* _DIRECTIONS_:
Give back every entry precisely as written, without any of the images.

* _WORKING DATA_:
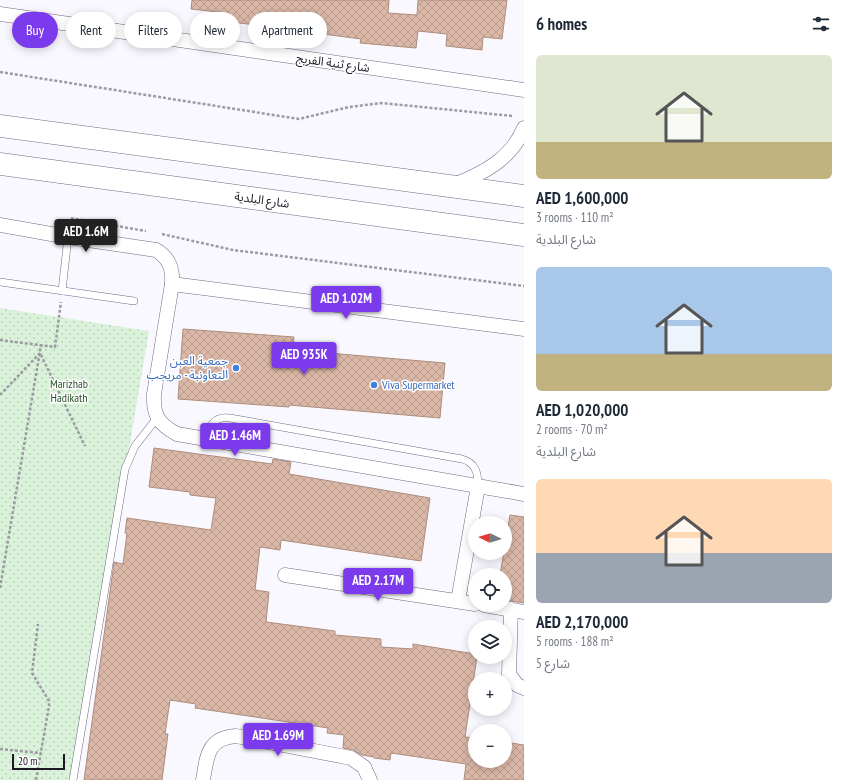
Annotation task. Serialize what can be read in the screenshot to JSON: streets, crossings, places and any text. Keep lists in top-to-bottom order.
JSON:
{
  "streets": {
    "main road": ["شارع البلدية"],
    "street": ["شارع ثنية الفريج"]
  },
  "parks": ["Marizhab Hadikath"],
  "places": ["جمعية العبن التعاونبة - مريجب", "Viva Supermarket"],
  "scale_bar": "20 m",
  "north": "left",
  "page": {
    "heading": "6 homes",
    "chip": [
      "Buy",
      "Rent",
      "Filters",
      "New",
      "Apartment"
    ],
    "list": [
      {
        "name": "AED 1,600,000",
        "note": "3 rooms · 110 m² · شارع البلدية"
      },
      {
        "name": "AED 1,020,000",
        "note": "2 rooms · 70 m² · شارع البلدية"
      },
      {
        "name": "AED 2,170,000",
        "note": "5 rooms · 188 m² · شارع 5"
      }
    ],
    "price": [
      "AED 1.6M",
      "AED 1.02M",
      "AED 935K",
      "AED 1.46M",
      "AED 2.17M",
      "AED 1.69M"
    ],
    "map_buttons": ["+", "−"],
    "scale": "20 m"
  }
}
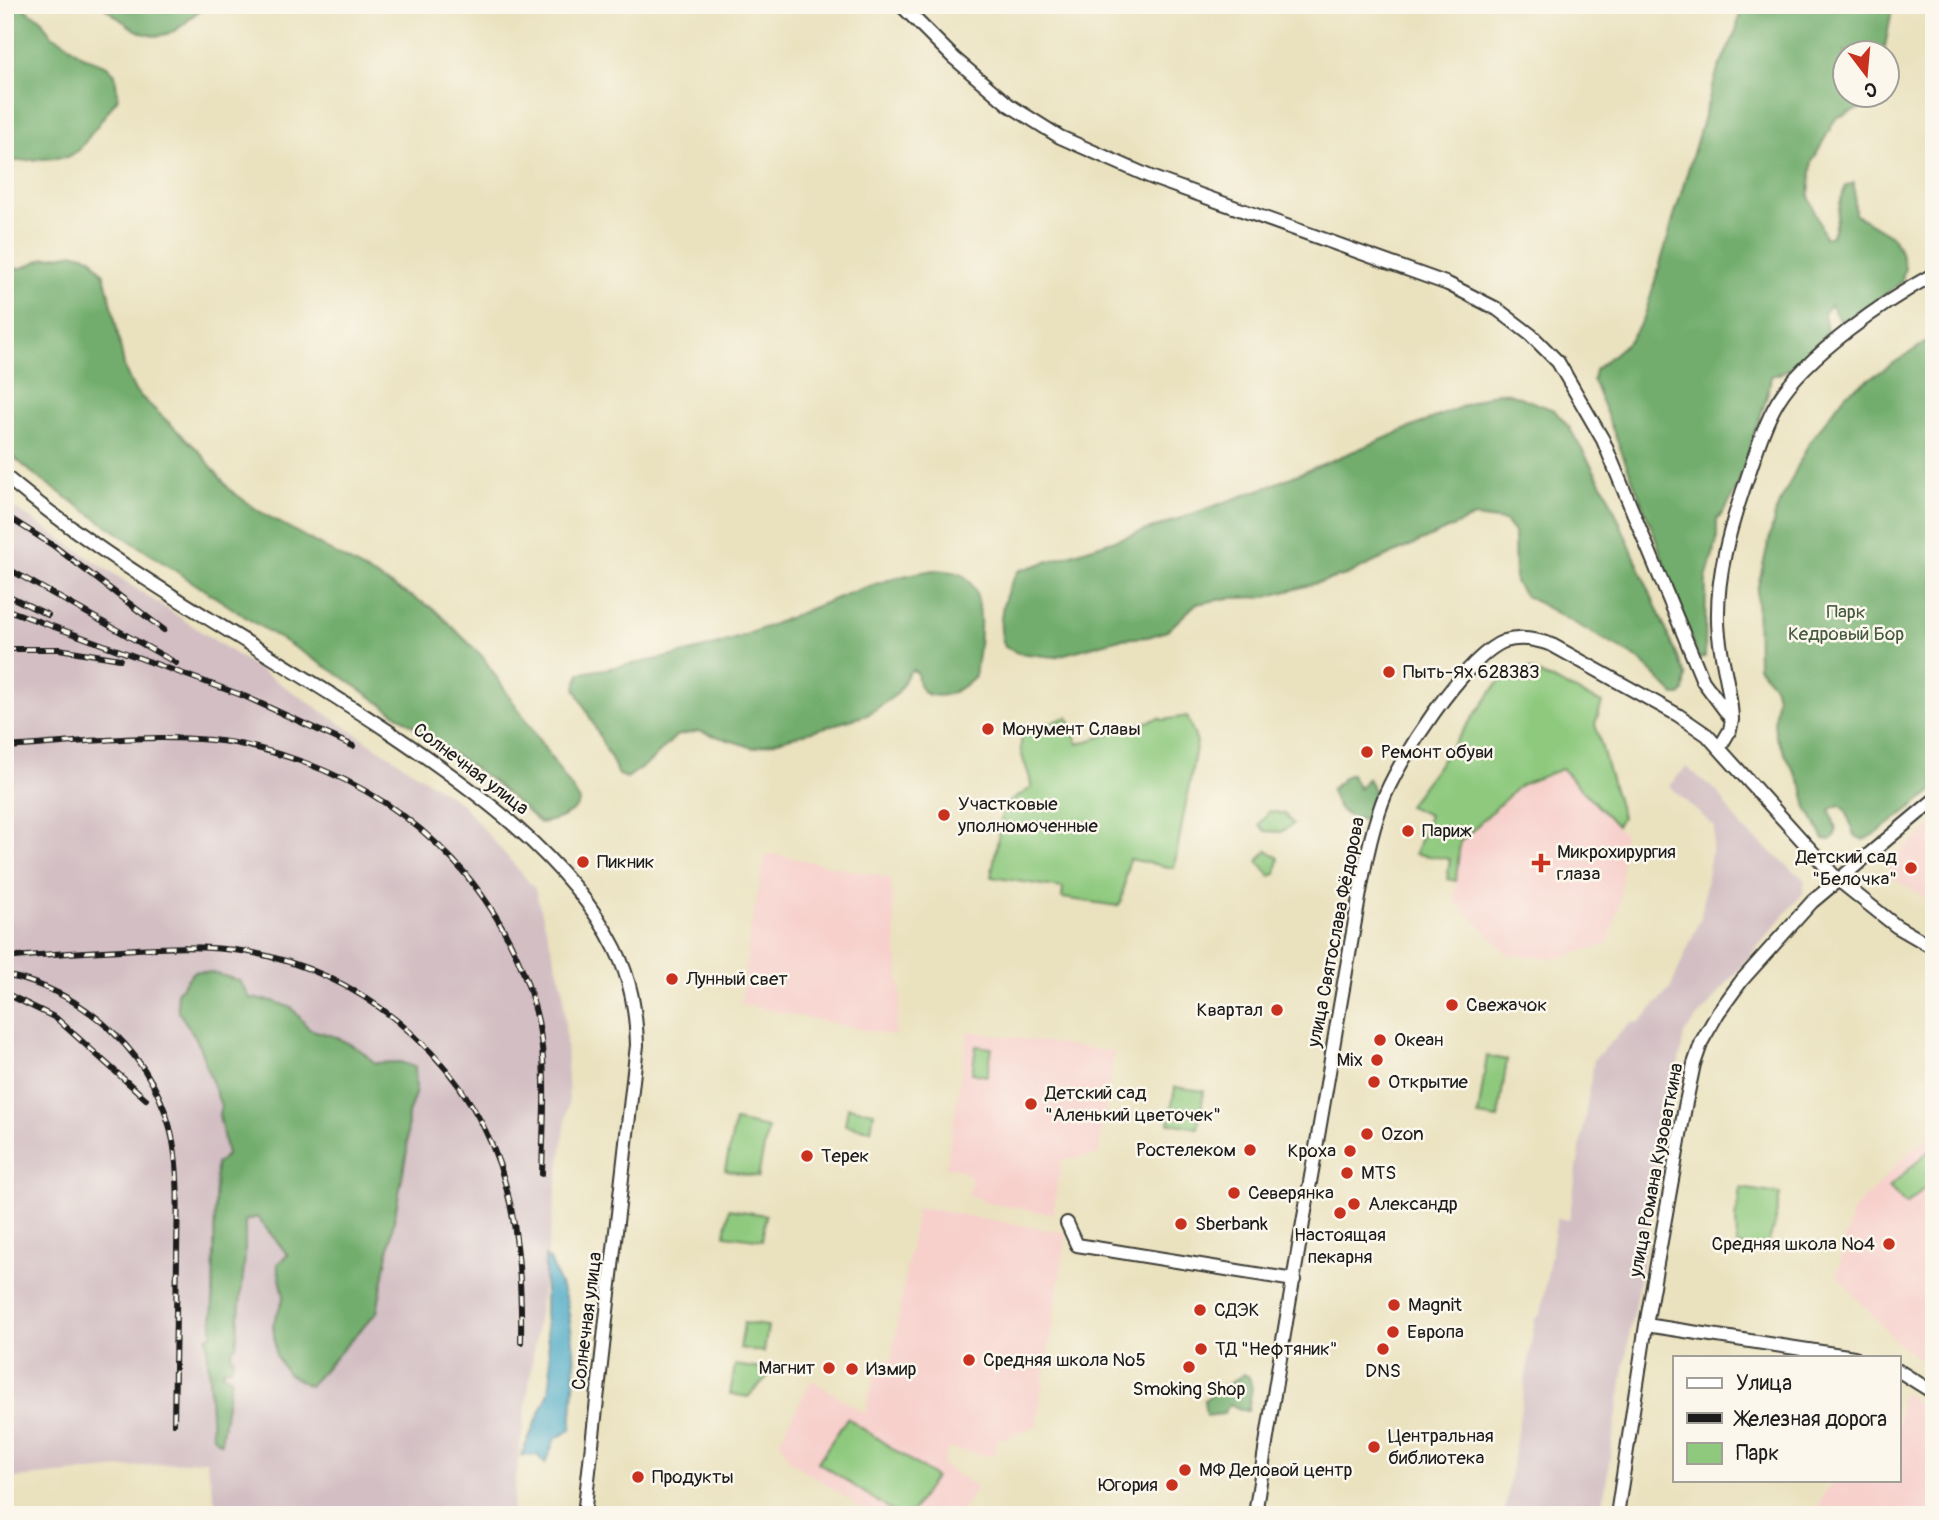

* _REPLY TO THE EXERCISE_:
Annotation task. Serialize what can be read in the screenshot to JSON: streets, crossings, places and any text. Keep lists in top-to-bottom order.
JSON:
{
  "streets": {
    "main road": ["شارع البلدية"],
    "street": ["شارع ثنية الفريج"]
  },
  "parks": ["Marizhab Hadikath"],
  "places": ["جمعية العبن التعاونبة - مريجب", "Viva Supermarket"],
  "scale_bar": "20 m",
  "north": "left",
  "page": {
    "heading": "6 homes",
    "chip": [
      "Buy",
      "Rent",
      "Filters",
      "New",
      "Apartment"
    ],
    "list": [
      {
        "name": "AED 1,600,000",
        "note": "3 rooms · 110 m² · شارع البلدية"
      },
      {
        "name": "AED 1,020,000",
        "note": "2 rooms · 70 m² · شارع البلدية"
      },
      {
        "name": "AED 2,170,000",
        "note": "5 rooms · 188 m² · شارع 5"
      }
    ],
    "price": [
      "AED 1.6M",
      "AED 1.02M",
      "AED 935K",
      "AED 1.46M",
      "AED 2.17M",
      "AED 1.69M"
    ],
    "map_buttons": ["+", "−"],
    "scale": "20 m"
  }
}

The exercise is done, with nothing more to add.